[[ THE INPUT, beginning ]]
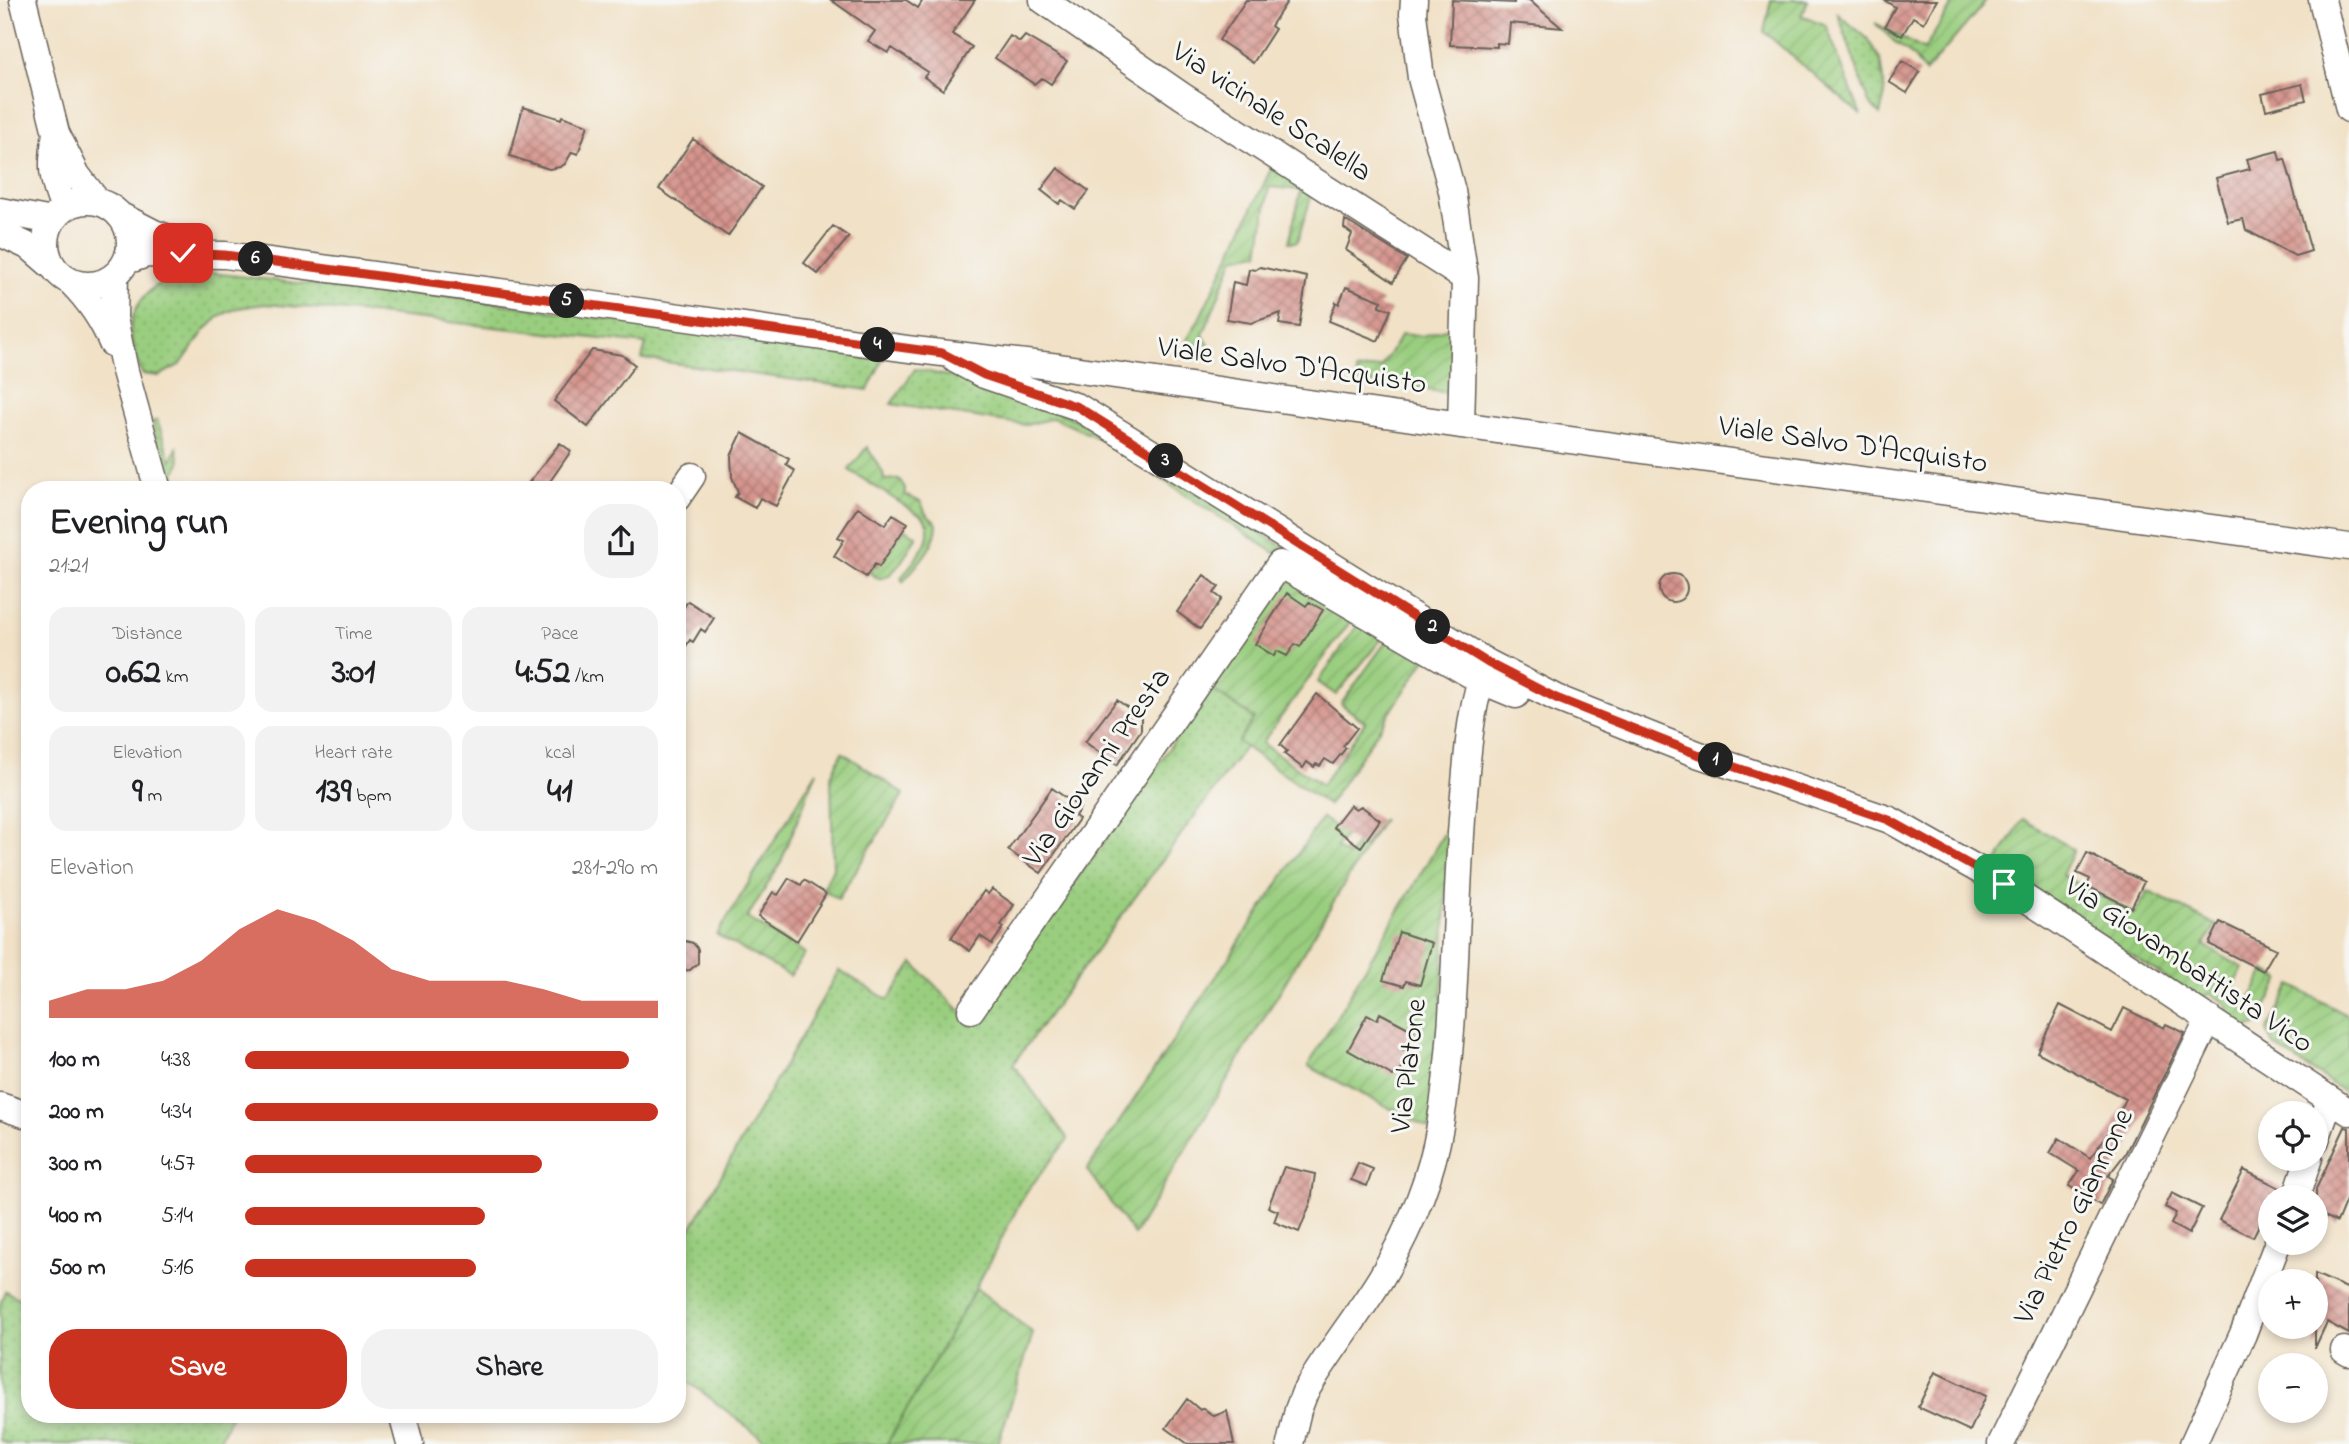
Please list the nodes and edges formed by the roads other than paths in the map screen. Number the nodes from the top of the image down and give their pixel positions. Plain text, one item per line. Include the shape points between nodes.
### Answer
1 (23, 0) edge
2 (1044, 0) edge
3 (1414, 0) edge
4 (2322, 0) edge
5 (2349, 109) edge
6 (57, 133) junction
7 (108, 208) junction
8 (0, 211) edge
9 (58, 215) junction
10 (0, 233) edge
11 (225, 255) junction
12 (120, 268) junction
13 (61, 274) junction
14 (1465, 278) junction
15 (942, 353) junction
16 (1059, 367) junction
17 (125, 371) junction
18 (1078, 407) junction
19 (1461, 425) junction
20 (692, 476) dead end
21 (156, 481) edge
22 (686, 485) edge
23 (2349, 547) edge
24 (1484, 671) junction
25 (971, 1010) dead end
26 (2208, 1019) junction
27 (0, 1106) edge
28 (2339, 1106) edge
29 (21, 1113) edge
30 (2328, 1122) edge
31 (2273, 1255) edge
32 (404, 1423) edge
33 (410, 1444) edge
34 (1290, 1444) edge
35 (2001, 1444) edge
36 (2193, 1444) edge

1 - 6 street
2 - 14 street, Via vicinale Scalella via 1182,96
3 - 14 street via 1422,78 1452,191
4 - 5 street
6 - 7 street via 77,175
6 - 9 street via 51,162
7 - 9 street via 85,201
7 - 11 street, Viale Salvo D'Acquisto via 154,233
7 - 12 street via 126,225 130,237 130,249
8 - 9 street
9 - 13 street via 46,243 47,255
10 - 13 street via 30,247
11 - 12 street, Viale Salvo D'Acquisto via 147,254
11 - 15 street, Viale Salvo D'Acquisto
12 - 13 street via 93,285
12 - 17 street via 114,318
13 - 17 street via 88,299
14 - 19 street
15 - 16 street, Viale Salvo D'Acquisto
15 - 18 street, Via Giovambattista Vico via 984,375
16 - 18 street via 1062,391
16 - 19 street, Viale Salvo D'Acquisto
17 - 21 street
18 - 24 street, Via Giovambattista Vico
19 - 23 street, Viale Salvo D'Acquisto
20 - 22 street
24 - 25 street, Via Giovanni Presta via 1280,564
24 - 26 street, Via Giovambattista Vico via 1697,754 1889,820 2004,884
24 - 34 street, Via Platone via 1468,753 1447,1070 1427,1180 1382,1276 1305,1392
26 - 28 street, Via Giovambattista Vico
26 - 35 street, Via Pietro Giannone
27 - 29 street
28 - 30 street
31 - 36 street
32 - 33 street

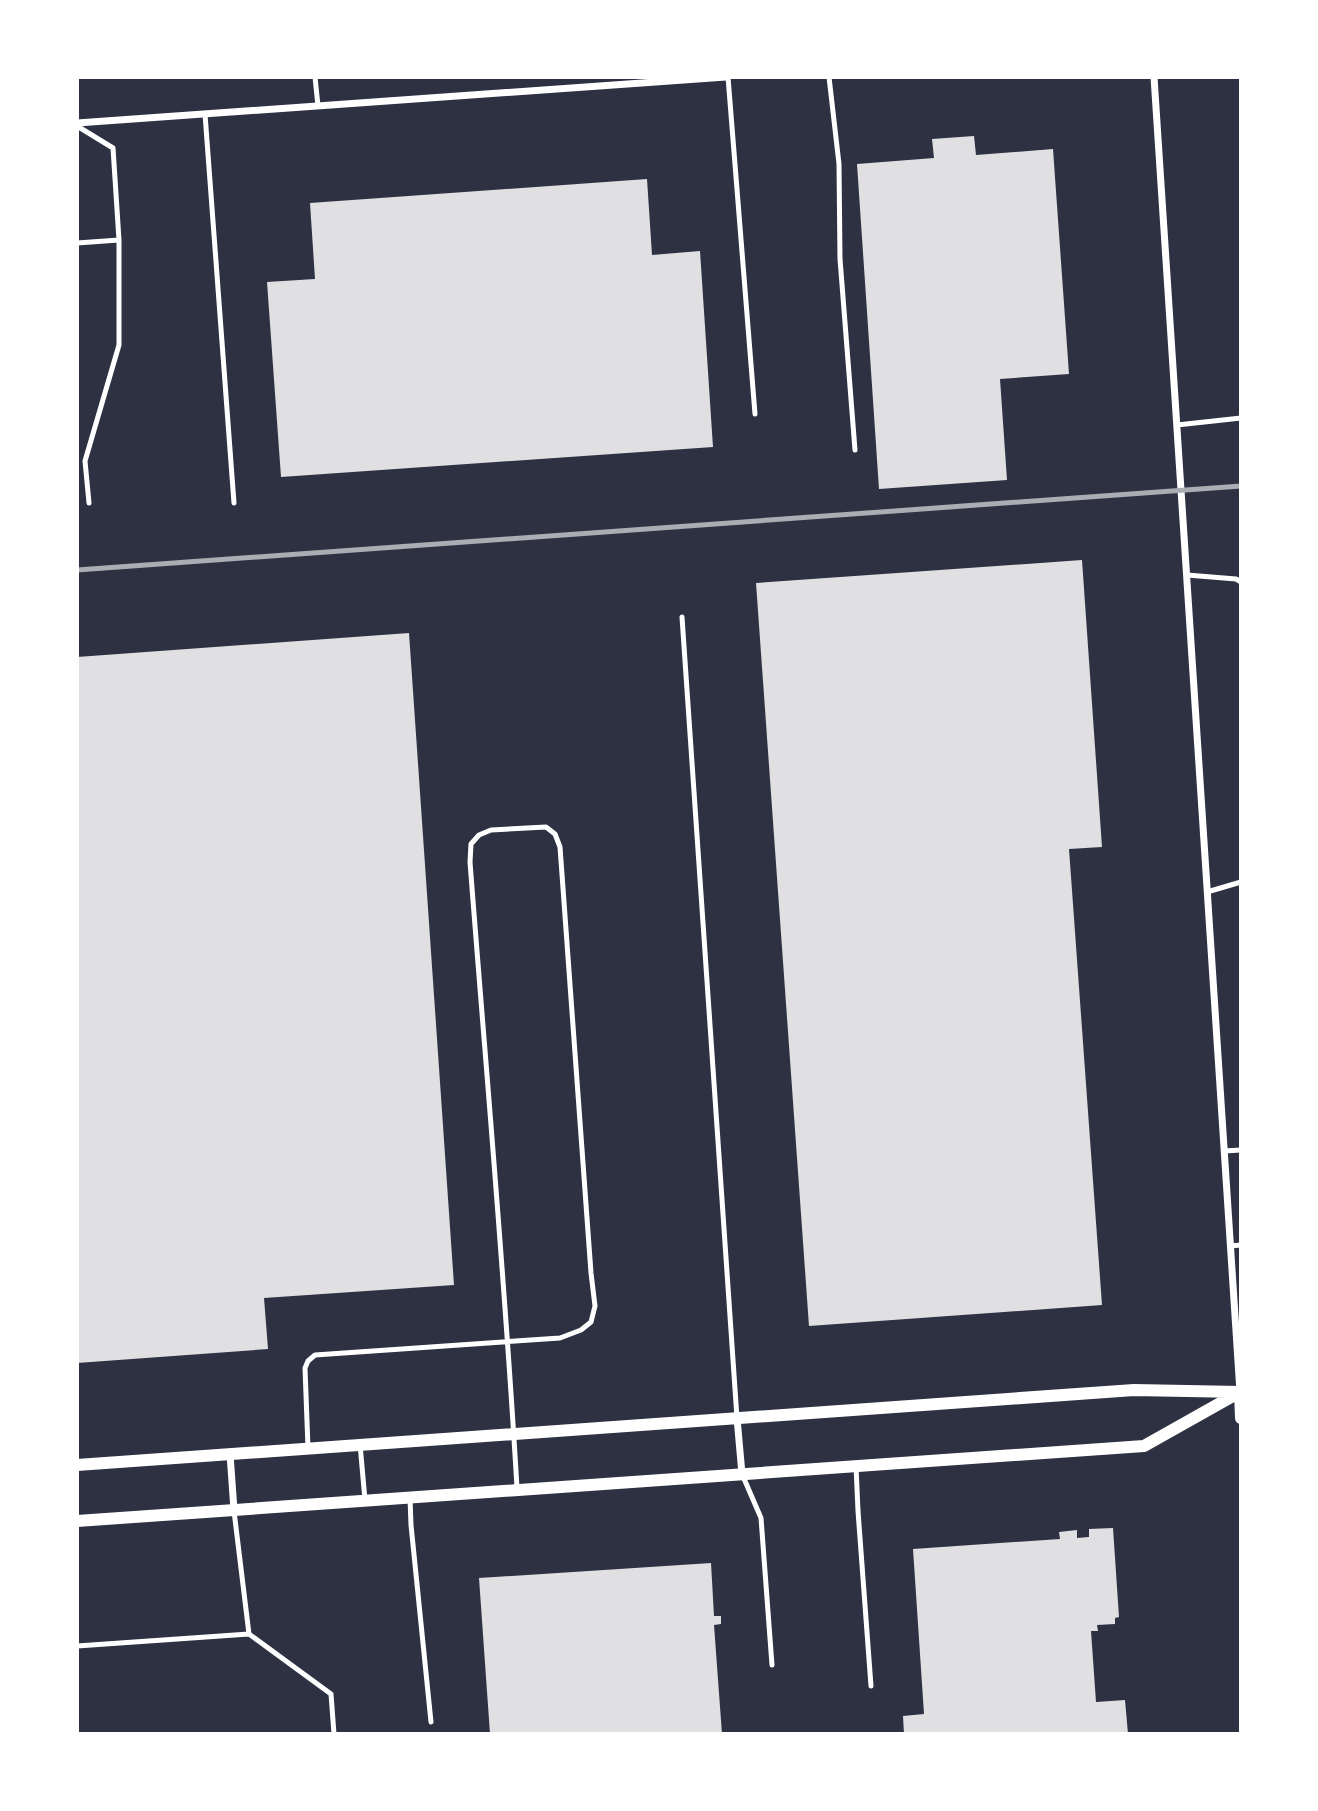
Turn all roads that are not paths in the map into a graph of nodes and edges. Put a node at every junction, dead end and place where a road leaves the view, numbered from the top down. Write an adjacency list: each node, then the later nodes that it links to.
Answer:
1 (315, 77): 5 (lane)
2 (727, 77): 5 (street); 10 (lane)
3 (829, 77): 13 (lane)
4 (1154, 77): 12 (street)
5 (318, 106): 6 (street)
6 (205, 114): 7 (street); 15 (lane)
7 (77, 125): 8 (lane)
8 (119, 240): 9 (lane); 14 (lane)
9 (77, 243)
10 (755, 414)
11 (1241, 418): 12 (lane)
12 (1177, 425): 16 (street)
13 (855, 450)
14 (89, 503)
15 (234, 503)
16 (1187, 575): 17 (lane); 20 (street)
17 (1241, 582)
18 (682, 617): 27 (lane)
19 (1241, 882): 20 (lane)
20 (1207, 892): 22 (street)
21 (1241, 1150): 22 (lane)
22 (1224, 1152): 24 (street)
23 (1241, 1245): 24 (lane)
24 (1230, 1246): 26 (street)
25 (507, 1342): 25 (lane); 29 (lane); 31 (lane)
26 (1240, 1392): 27 (street); 28 (street); 34 (street)
27 (737, 1418): 29 (street); 35 (street)
28 (1241, 1418)
29 (514, 1434): 30 (street); 36 (lane)
30 (360, 1444): 31 (street); 38 (lane)
31 (308, 1448): 32 (street)
32 (230, 1454): 33 (street); 39 (street)
33 (77, 1465)
34 (856, 1466): 35 (street); 44 (lane)
35 (742, 1474): 36 (street); 43 (lane)
36 (517, 1490): 37 (street)
37 (410, 1498): 38 (street); 45 (lane)
38 (366, 1501): 39 (street)
39 (234, 1510): 40 (street); 41 (lane)
40 (77, 1521)
41 (249, 1634): 42 (lane); 46 (lane)
42 (77, 1646)
43 (772, 1665)
44 (871, 1686)
45 (431, 1722)
46 (334, 1734)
[[ THE INPUT, end ]]
WHAT TO PRODUCE: Show each line of the material holding "dead".

ANSWER FOR THE TASK:
20 (692, 476) dead end
25 (971, 1010) dead end
Turn all roads that are not paths in the map into a graph of nodes and edges. Put a node at every junction, dead end and place where a road leaves the view, numbered from the top down. Write an adjacency list: each node, then the later nodes that it links to.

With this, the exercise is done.